- Kraft Heinz announced that it will purchase better-for-you condiment and sauce brand Primal Kitchen for $200 million. The transaction is expected to close in early 2019, according to a release.
- Although the brand will be under Kraft Heinz’s Springboard division — an incubator for "disruptive" foods — the company will retain its headquarters in Oxnard, California and continue to operate autonomously. Kraft Heinz will provide Primal Kitchen access to supply chain and distribution channels to expand the brand’s reach.
- Primal Kitchen produces condiments, sauces and dressings like mayonnaise, salad dressings and avocado oil, all of which will complement Kraft Heinz’s core condiments portfolio. The brand is also expected to grow its healthy snacks category and generate about $50 million in revenue this year.
Primal Kitchen is a young, hot upstart brand that has made big waves since its 2015 debut. With three years of operations under its belt and a forecast to already rake in $50 million next year, it’s no wonder that Kraft Heinz came in to snap it up.
Lately, Kraft Heinz has been in a slump. Earlier this year, the company had seen sales drop for seven straight quarters — though it has managed to pull that number back into the black — and this spring, Credit Suisse downgraded it to "underperform," pointing to the company's lack of product innovation.
Kraft Heinz spent the year trying to revamp its existing items to meet customer demand for natural, clean label, plant-based and functional products. The company's biggest effort at the moment to do so comes not from its internal products — which have seen significant facelifts like no-added-sugar versions of Capri Sun, Oscar Mayer hot dogs without byproducts and Kraft Macaroni & Cheese with nothing artificial — but from the investment in its very own incubator. The company founded this unit — called Springboard — earlier this year to bridge the gap between stodgy legacy products and those consumers are craving.

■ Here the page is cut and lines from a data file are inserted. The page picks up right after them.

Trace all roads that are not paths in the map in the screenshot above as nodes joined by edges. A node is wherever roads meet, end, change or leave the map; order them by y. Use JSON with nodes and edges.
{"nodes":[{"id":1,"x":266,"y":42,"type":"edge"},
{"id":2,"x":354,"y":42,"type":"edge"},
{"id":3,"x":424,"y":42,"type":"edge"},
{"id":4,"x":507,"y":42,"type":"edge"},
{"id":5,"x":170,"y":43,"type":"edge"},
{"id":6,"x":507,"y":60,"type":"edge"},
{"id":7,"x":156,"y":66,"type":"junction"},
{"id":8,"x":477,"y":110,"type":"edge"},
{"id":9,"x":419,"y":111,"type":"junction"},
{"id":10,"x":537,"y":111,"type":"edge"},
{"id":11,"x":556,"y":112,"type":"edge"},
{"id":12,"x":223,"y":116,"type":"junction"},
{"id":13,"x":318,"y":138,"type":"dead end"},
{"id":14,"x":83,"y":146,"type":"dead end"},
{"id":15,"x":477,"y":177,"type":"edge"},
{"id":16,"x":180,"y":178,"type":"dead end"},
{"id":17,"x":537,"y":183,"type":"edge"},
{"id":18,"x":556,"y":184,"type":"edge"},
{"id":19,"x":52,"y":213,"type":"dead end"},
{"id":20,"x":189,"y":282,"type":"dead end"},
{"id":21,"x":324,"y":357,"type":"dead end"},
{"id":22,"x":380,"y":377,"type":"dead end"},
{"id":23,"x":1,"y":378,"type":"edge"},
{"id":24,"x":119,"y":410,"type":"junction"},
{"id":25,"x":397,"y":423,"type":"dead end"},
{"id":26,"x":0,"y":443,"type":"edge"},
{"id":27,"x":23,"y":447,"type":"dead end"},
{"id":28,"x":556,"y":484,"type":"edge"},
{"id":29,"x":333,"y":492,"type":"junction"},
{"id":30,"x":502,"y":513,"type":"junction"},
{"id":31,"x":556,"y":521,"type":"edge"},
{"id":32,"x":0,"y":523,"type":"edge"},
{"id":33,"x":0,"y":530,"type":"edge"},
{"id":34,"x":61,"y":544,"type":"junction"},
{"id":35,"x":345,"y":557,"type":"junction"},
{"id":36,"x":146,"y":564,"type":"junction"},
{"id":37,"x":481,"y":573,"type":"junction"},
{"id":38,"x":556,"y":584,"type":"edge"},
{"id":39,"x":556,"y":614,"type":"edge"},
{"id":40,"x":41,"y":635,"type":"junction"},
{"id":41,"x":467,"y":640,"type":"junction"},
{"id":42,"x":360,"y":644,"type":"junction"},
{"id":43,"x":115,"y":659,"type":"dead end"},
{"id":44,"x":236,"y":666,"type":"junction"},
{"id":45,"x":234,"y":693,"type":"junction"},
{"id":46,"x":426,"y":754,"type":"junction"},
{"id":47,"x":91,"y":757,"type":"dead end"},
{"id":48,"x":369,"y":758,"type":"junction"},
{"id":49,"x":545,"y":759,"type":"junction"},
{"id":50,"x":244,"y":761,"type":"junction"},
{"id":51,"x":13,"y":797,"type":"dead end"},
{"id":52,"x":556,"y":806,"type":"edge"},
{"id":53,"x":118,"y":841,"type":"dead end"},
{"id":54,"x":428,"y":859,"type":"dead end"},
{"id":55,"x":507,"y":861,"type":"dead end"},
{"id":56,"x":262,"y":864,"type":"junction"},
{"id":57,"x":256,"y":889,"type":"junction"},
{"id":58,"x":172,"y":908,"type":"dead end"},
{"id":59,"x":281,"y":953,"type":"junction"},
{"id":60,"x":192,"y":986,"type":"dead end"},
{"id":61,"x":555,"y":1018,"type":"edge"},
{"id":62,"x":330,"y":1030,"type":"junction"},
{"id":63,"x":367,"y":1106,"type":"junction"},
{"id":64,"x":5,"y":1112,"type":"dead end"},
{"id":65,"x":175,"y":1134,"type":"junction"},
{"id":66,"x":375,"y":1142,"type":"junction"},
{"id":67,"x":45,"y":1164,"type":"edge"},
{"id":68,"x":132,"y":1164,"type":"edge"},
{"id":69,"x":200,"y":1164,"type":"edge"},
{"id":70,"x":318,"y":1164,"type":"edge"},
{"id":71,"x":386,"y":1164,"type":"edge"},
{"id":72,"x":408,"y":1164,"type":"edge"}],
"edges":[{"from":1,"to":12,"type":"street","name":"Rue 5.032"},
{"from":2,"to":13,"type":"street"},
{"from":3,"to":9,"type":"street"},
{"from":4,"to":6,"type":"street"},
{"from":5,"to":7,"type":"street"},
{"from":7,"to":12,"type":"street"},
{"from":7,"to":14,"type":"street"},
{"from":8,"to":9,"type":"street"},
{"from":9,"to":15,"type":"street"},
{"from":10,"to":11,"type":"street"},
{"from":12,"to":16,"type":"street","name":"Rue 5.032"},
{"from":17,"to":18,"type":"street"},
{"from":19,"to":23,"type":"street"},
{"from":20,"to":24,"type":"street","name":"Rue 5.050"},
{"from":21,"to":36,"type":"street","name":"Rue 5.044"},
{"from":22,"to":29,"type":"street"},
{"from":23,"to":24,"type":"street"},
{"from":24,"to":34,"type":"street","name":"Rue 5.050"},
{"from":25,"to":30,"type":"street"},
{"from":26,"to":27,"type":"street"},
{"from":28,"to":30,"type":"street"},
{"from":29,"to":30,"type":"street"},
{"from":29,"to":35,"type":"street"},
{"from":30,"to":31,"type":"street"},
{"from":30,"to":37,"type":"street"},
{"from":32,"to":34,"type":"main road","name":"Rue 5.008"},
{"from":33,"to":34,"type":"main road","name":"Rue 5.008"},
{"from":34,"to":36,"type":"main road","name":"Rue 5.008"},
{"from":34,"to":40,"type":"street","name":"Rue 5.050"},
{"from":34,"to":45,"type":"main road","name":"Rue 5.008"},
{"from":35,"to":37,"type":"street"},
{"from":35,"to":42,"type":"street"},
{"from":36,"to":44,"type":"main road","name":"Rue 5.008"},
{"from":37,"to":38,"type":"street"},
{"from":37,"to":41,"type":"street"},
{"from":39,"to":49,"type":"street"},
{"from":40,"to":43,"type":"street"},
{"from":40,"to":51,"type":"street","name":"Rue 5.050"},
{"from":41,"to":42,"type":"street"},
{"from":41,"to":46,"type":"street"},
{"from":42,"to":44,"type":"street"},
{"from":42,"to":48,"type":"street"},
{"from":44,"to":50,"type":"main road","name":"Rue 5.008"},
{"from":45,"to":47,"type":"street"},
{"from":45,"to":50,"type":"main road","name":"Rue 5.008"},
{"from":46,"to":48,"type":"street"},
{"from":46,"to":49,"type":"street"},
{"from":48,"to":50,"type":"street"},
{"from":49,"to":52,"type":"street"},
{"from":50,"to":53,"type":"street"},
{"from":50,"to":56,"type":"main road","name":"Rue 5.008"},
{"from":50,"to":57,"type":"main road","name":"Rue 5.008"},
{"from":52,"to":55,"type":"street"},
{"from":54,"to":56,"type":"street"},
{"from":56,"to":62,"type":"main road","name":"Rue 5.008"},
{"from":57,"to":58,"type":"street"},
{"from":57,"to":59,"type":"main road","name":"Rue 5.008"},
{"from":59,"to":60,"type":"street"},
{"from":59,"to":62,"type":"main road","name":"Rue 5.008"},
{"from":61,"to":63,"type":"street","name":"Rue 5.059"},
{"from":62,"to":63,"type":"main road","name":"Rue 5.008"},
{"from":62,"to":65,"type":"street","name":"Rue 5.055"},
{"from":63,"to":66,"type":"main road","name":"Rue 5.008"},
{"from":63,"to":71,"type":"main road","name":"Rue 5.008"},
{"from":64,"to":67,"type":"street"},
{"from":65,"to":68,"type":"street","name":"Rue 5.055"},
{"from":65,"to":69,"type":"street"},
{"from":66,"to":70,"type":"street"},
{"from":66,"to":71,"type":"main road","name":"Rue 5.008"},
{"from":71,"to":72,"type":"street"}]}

Sergio Eleuterio, who is head of Kraft Heinz’s Springboard program, previously told Food Dive that the idea behind the program's launch was to "build an incubator program so that we can help them (startups) develop — but at the same time, get those learnings, codify them, reapply them to the mother ship and build playbooks."
Primal Kitchen is the first brand to be acquired and put under the Springboard umbrella. The Kraft Heinz unit also has a partnership with Ssäm Sauce, the signature condiment from hip urban restaurant Momofuku’s chef and founder David Chang.
Putting Primal Kitchen into this division signals that the brand is separate from Kraft Heinz’s core brands, but it is also strategically placed for growth. Growing the brand in the incubator could be a lot cheaper and faster than integrating the product into its internal portfolio. At the same time, Primal Kitchen, which will continue to operate autonomously, can take advantage of the development expertise and large distribution network already in place.
Acquiring this paleo condiment and snack line is Kraft Heinz’s newest step into the better-for-you space, as it works to keep pace with other big companies. Other CPGs have seen success by adding products to their portfolios that have the health halo that customers are demanding. In the last year, PepsiCo bought Health Warrior for an undisclosed amount, Keurig Dr Pepper purchased Core for $525 million and Coca-Cola acquired Topo Chico for $220 million.
Kraft Heinz is continuing to struggle to bring in revenue. The company's shares are down 34% since January. This $200 million expense could be a Hail Mary toss in an effort to turn around fortunes — much like Kellogg, which bought clean-label RXBAR for $600 million last year. In its latest earnings report, Kellogg noted net sales were up 7%.
Whether Kraft Heinz will see this level of success will have to wait a few quarters. However, the future looks bright if the rapid growth that Primal Kitchen has been seeing continues.